Dünyadan Allah’a Giden Yollar
Allah’a giden veya götüren manevi bir yol var mıdır? Dünyadan Mevlâya eren yollar şunlardır...
"İnsanlar imtihandan geçirilmeden, sadece “iman ettik” demeleriyle bırakılacaklarını mı zannettiler.” (Ankebut, 2)
ŞÜPHE ETMEDEN İNANDIK
Bazen ne zor geliyor insana imtihan edilmek, başımıza gelen sıkıntılara dayanmak. Böyle acı olur mu diyoruz, en hassas yanlarımızdan sınanınca. Zerre şüphe duymadan “İnandık.!” diyoruz ama, inanmanın gerektirdiği vazifeleri yerine getirmiyoruz ve inancımızın sınanmasını kabullenemiyoruz.
İnanmak! her an, her lahza, her nefesle inanmak. Varlığınla, dokunduğunla, hissettiğinle inanmak! Kadere inanmak! Ahiret gününe inanmak! Hayrın ve şerrin Allah’tan geldiğine inanmak..!

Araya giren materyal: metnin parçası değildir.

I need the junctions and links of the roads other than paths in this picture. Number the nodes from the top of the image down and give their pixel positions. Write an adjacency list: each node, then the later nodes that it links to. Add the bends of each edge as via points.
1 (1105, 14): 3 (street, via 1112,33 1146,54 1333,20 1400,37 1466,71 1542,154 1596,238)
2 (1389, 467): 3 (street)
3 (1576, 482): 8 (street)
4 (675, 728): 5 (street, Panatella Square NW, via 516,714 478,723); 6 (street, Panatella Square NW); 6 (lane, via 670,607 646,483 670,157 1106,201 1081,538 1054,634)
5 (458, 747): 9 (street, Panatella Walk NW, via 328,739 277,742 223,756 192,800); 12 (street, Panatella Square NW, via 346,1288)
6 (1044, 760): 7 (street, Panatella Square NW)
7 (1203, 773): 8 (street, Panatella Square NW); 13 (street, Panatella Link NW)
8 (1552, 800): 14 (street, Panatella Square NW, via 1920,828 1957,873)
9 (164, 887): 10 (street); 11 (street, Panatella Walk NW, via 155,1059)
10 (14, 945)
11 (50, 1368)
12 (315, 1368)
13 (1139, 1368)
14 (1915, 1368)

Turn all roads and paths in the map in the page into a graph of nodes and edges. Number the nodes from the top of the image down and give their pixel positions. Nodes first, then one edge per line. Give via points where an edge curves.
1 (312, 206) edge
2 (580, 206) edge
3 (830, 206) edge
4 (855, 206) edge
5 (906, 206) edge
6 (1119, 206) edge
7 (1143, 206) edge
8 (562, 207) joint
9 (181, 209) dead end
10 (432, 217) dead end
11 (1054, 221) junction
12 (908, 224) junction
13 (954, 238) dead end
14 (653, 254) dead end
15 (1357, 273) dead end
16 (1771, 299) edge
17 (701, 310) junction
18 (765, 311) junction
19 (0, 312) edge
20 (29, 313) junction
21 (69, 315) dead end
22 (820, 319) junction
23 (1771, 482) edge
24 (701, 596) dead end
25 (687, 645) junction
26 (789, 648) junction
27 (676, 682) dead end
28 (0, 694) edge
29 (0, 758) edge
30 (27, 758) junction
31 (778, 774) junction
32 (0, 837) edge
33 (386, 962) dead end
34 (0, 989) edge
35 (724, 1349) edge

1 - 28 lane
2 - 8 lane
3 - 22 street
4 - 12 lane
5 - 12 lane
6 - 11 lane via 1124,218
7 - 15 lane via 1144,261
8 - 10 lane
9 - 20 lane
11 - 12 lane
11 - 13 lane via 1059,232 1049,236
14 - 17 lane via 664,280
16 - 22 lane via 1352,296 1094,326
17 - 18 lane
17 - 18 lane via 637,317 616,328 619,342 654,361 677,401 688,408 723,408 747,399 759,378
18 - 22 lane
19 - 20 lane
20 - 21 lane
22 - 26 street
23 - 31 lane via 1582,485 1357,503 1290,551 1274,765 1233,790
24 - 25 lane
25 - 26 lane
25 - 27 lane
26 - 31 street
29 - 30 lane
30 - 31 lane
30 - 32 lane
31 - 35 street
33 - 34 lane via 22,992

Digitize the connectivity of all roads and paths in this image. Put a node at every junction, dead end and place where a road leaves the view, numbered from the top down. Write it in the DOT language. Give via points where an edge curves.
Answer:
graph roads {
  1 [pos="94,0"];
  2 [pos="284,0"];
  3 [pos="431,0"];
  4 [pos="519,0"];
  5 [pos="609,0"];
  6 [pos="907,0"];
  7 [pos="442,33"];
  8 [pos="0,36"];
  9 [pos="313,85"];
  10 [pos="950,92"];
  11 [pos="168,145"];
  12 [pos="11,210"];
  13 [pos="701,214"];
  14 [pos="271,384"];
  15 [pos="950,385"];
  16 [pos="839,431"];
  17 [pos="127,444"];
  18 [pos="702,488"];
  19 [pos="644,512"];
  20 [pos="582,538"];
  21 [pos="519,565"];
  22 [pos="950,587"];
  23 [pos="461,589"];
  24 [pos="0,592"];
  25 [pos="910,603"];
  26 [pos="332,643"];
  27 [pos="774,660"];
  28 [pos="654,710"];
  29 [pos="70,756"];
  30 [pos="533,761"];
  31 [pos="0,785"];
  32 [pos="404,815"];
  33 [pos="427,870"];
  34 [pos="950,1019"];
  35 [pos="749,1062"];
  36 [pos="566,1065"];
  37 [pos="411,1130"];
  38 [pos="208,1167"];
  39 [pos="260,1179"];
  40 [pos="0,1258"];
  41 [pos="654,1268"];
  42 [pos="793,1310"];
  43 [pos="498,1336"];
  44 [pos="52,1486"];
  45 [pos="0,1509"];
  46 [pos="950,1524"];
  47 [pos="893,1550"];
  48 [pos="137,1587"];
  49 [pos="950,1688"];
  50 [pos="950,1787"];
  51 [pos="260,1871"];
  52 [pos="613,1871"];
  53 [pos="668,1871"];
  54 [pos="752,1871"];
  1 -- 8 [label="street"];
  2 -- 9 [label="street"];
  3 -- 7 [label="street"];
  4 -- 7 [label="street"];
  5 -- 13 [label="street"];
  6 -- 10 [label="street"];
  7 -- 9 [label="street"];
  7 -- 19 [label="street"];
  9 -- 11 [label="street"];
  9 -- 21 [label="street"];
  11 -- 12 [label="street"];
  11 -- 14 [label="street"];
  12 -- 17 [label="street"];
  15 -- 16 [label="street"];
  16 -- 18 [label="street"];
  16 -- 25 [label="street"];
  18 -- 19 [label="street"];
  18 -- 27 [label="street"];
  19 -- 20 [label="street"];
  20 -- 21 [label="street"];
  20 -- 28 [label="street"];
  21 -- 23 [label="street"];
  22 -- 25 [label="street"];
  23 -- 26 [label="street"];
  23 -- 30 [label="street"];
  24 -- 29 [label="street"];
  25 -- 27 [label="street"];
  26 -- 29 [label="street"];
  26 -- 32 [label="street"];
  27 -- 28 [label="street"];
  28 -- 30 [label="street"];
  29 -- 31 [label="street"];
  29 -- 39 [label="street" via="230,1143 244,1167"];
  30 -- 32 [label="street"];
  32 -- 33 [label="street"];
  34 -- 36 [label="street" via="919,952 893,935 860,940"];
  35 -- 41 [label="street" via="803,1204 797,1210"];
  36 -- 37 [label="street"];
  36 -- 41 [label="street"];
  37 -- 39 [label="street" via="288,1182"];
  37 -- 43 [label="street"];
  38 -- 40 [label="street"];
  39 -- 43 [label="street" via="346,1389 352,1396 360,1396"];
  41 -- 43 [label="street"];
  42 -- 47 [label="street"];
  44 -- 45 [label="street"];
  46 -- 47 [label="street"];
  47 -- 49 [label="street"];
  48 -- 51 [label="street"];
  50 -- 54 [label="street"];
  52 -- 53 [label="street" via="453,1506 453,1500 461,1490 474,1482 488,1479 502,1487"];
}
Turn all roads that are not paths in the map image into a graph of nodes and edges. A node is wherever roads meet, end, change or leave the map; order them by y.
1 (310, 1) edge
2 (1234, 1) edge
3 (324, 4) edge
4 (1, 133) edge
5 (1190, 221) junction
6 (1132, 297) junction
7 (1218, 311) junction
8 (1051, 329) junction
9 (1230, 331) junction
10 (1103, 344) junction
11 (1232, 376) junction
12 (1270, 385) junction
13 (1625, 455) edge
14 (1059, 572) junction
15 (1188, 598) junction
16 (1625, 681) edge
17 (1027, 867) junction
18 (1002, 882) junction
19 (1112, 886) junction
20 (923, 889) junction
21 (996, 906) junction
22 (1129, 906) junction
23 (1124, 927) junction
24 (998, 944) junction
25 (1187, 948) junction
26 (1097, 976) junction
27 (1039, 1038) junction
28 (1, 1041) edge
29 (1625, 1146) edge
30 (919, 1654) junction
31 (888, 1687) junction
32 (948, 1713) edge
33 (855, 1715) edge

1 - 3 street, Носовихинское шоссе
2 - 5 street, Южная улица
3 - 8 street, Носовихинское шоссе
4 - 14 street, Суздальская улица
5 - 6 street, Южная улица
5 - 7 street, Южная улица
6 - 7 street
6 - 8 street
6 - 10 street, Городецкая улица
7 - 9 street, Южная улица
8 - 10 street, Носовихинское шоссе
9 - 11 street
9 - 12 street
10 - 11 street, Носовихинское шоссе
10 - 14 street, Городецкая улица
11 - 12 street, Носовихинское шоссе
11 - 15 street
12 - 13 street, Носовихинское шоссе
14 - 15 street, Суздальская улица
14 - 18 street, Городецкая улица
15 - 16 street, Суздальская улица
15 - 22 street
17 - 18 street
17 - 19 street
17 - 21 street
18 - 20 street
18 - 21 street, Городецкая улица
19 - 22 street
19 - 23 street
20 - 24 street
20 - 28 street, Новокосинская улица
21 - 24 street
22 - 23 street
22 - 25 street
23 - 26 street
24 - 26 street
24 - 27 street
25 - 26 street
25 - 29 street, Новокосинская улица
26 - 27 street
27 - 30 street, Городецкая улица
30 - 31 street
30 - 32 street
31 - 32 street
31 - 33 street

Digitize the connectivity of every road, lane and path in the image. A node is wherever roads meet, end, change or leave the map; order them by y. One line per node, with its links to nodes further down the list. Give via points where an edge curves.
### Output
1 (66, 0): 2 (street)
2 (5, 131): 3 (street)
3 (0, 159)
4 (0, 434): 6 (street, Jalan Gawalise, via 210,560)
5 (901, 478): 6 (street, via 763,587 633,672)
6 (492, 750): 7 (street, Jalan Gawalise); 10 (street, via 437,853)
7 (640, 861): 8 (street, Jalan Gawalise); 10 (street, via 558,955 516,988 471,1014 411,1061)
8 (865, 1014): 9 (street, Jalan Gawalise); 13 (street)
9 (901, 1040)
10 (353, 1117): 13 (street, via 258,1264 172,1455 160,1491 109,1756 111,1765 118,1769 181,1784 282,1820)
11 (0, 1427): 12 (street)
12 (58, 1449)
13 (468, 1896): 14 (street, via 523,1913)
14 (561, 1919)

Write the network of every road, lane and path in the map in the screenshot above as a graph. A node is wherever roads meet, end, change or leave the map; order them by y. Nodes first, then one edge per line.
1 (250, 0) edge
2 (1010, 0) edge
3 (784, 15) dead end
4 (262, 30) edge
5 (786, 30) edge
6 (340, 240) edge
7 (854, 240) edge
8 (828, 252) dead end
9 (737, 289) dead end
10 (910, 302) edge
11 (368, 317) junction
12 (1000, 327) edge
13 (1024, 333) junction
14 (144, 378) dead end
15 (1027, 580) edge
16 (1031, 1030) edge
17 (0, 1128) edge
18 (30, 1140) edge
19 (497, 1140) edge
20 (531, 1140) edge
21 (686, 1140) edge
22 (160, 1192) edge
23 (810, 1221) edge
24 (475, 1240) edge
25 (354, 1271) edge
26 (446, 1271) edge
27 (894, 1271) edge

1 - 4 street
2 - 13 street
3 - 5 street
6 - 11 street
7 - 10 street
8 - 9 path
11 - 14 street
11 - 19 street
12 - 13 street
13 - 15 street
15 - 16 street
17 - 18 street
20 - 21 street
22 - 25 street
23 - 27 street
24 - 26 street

Bir daha tart kendini, inancın teslimiyetini pekiştiriyor mu? Gel kulum dedikçe, her adımda Hu diyor musun? Her basamağı “Yar’e vuslat” sayıyor musun? Gönderenin hatırına, gelenin yoluna turab oluyor musun? Bir daha tart kendini, düşün..! “Yâr’dan davet geldiyse koşarak git durma.! Daya alnını secdeye, ver gönlünü Mevlâya, Rabbin hiç bırakır mı seni? O sana, senden daha merhametlidir. Bak sevgililerin sevgilisine! Ağaran gününle O’na bak, kararan gecenle O’na bak, O’ki alemlere rahmet ve tüm Peygamberlere şefaat etme hakkına sahipken, Yaradana “Yâr” olduğu halde imtihanlarına bak, şükürlerine bak, Yar’i ile arasına perde yapmış mı yaşadıklarını. Sen de aç, aç perdelerini, kaldır önündeki dünyalıkları, geleni sev, ne olursa olsun, kim olursa olsun sev, gönderenin hatırına sev.
Biliyor musun? Rabbin dert zannettiklerinin, keder zannettiklerinin ardında bekler seni, dualarda misafir eder, secdelerde ağırlar, ikramını bazen dünyalık bazen ahiretlik sunar, huzuruna geleni utandırmaz...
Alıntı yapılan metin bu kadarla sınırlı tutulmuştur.